[Collected data entries]

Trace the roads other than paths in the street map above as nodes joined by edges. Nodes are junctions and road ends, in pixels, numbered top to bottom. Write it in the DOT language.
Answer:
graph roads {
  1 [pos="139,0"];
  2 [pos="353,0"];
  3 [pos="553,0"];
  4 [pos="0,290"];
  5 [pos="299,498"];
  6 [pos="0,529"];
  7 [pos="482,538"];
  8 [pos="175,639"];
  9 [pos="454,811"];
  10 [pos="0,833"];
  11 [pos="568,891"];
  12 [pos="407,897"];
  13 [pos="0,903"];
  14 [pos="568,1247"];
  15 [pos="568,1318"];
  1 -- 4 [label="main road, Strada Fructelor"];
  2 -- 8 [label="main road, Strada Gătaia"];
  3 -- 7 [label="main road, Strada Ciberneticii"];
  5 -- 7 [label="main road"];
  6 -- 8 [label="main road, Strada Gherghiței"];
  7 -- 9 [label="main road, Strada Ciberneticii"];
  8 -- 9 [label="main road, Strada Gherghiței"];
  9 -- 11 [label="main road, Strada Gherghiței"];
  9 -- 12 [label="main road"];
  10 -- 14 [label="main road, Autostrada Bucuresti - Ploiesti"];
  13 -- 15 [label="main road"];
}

Prompt ::
This exercise requires that all of the entries be repeated exactly.

Written answer ::
Trace the roads other than paths in the street map above as nodes joined by edges. Nodes are junctions and road ends, in pixels, numbered top to bottom. Write it in the DOT language.
Answer:
graph roads {
  1 [pos="139,0"];
  2 [pos="353,0"];
  3 [pos="553,0"];
  4 [pos="0,290"];
  5 [pos="299,498"];
  6 [pos="0,529"];
  7 [pos="482,538"];
  8 [pos="175,639"];
  9 [pos="454,811"];
  10 [pos="0,833"];
  11 [pos="568,891"];
  12 [pos="407,897"];
  13 [pos="0,903"];
  14 [pos="568,1247"];
  15 [pos="568,1318"];
  1 -- 4 [label="main road, Strada Fructelor"];
  2 -- 8 [label="main road, Strada Gătaia"];
  3 -- 7 [label="main road, Strada Ciberneticii"];
  5 -- 7 [label="main road"];
  6 -- 8 [label="main road, Strada Gherghiței"];
  7 -- 9 [label="main road, Strada Ciberneticii"];
  8 -- 9 [label="main road, Strada Gherghiței"];
  9 -- 11 [label="main road, Strada Gherghiței"];
  9 -- 12 [label="main road"];
  10 -- 14 [label="main road, Autostrada Bucuresti - Ploiesti"];
  13 -- 15 [label="main road"];
}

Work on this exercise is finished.